Couple in bed with Twitter app open on pillow

Nomad_Soul/Shutterstock (Licensed) Remix by Jason Reed

Americans still prefer sex to social media

A new study says we'll willingly give up alcohol, though.

 

Simon Chandler

Tech

Posted on Mar 13, 2018   Updated on May 21, 2021, 10:00 pm CDT

Our addiction to social media is well documented. Studies have compared its neurological effects to those of cocaine, with some research suggesting that it’s replaced alcohol and drugs as the vice of choice for today’s youth.

Well, now another survey has arrived to corroborate what many both inside and outside the tech industry have long argued. Instead of pointing to our chemical pathways of dependence or simply concluding that we are indeed addicted to Facebook and Twitter, this new survey unpacks our addiction in terms of its likely personal and social consequences. And while the results do suggest that we’re far more attached to social media than is probably good for us, a more careful reading shows that there is still some hope for the human race yet.

Conducted by YourStorageFinder.com, the survey asked 2,000 Americans: “Would you rather give up x or give up social media for a year?” It then went through a list of 14 sacrifices, finding that the biggest percentage of us, 57 percent, would be willing to renounce alcohol for a year in order to keep posting and tweeting.

Other results were more unexpected. 36 percent of respondents answered that they’d be willing to put on 10 pounds in order to remain on social media, while 20 percent would happily go without sex for a whole 12 months.

More worryingly, 14 percent of respondents would prefer to stop having any kind of face-to-face contact with their friends. Not only is this higher than the percentage of people who’d be willing to give up half of their belongings (8 percent), but it indicates that social media has become more indispensable to many people than the very thing—”real life”—it’s supposed to enhance and facilitate. We would apparently care more about the representation of our lives than its lived reality.

Commenting on such results, Your Storage Finder’s data analyst, Cindy Glover, said, “There were a lot of surprises in the study. We knew social media was important to people, but we didn’t expect that 1 in 5 Americans would rather give up air conditioning or sex than their Facebook or Instagram accounts.”

However, Glover shies away from proposing any specific remedy to social media dependency. “We wouldn’t presume to offer prescriptions for how society can decrease its dependence on social media,” she says. “It was clear from the results of our study that people are getting something from it that they value, but almost half of our respondents had taken a break from it at some point.”
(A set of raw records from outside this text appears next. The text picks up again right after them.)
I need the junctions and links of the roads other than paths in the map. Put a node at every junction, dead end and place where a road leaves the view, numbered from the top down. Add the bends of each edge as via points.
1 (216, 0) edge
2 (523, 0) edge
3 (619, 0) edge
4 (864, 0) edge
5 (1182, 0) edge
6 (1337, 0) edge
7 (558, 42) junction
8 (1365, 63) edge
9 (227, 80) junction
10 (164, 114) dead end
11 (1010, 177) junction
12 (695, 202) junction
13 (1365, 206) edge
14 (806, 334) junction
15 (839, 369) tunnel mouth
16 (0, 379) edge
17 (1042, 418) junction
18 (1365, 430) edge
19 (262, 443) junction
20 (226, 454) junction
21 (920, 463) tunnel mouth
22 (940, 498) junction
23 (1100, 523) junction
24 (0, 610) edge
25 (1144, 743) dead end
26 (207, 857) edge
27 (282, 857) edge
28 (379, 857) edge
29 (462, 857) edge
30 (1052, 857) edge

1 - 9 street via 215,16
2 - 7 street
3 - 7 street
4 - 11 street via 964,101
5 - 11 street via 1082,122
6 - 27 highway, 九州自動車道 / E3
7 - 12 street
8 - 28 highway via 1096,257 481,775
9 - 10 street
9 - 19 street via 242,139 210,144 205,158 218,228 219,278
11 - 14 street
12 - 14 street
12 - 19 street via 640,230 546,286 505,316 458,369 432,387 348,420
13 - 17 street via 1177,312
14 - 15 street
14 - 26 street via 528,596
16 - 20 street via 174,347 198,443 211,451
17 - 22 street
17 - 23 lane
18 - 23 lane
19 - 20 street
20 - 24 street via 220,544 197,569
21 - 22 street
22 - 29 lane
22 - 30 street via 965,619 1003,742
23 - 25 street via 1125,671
This is an important fact to remember when evaluating the deeper significance of the survey and studies like it. 49 percent of people told Your Storage Finder that they’ve taken at least one break from social media due to concerns over its impact on their lives, underlining the growth in public recognition of the potential ills of social media overuse.

“Overall, people told us that the real world still matters a lot,” Glover added. “Our society has changed mind-bogglingly fast over the past decade or so, but real experiences, face-to-face interaction, and personal belongings are still important.”

It’s also worth pointing out that the survey itself has limitations that would prevent us from drawing any definitive conclusions. It quizzed only 2,000 people, which, for a population of roughly 320,000,000, would give a confidence interval of approximately 2 percent when operating at a confidence level of 95 percent. And when it’s taken in conjunction with the fact that the survey accounts for neither race nor income (though respondents do represent a range of ages and a near even split between men and women), it suggests that the results might be skewed somewhat toward particular groups of Americans at the expense of the country as a whole.

More tellingly, there’s also a good chance that many of the survey’s respondents were willing to “give up” activities they weren’t doing anyway. For example, even though 57 percent of people are self-reportedly ready to forgo alcohol for a year, only 56 percent of people in America have had an alcoholic drink in the past month, according to the 2015 National Survey on Drug Use and Health. A similar pattern is observable with the sex question, as shown by the infographic below.

And lastly, there’s a growing body of evidence that contradicts any doom-and-gloom story extractable from the survey. For one, Facebook lost 2.8 million users under-25 in 2017, substantiating reports that young people are starting to turn away from social media in general. One 2017 study from the National Opinion Research Center in Chicago, for instance, found that nearly 60 percent of U.S. teens have recently taken a break from social media, while in the U.K. another study saw 63 percent of students professing that they wouldn’t care if social networks didn’t exist.

This all goes to suggest that, while a portion of us do indeed have too much of an existential reliance on social media, the vast majority of people still prefer reality when it isn’t filtered through the auto-validating lens of our Facebook and Twitter profiles. And given that bona fide campaigns are now being launched over the harm tech giants could be causing the “fabric of society,” it’s likely that if Your Storage Finder updated its survey a year from now, the results would be more encouraging rather than less.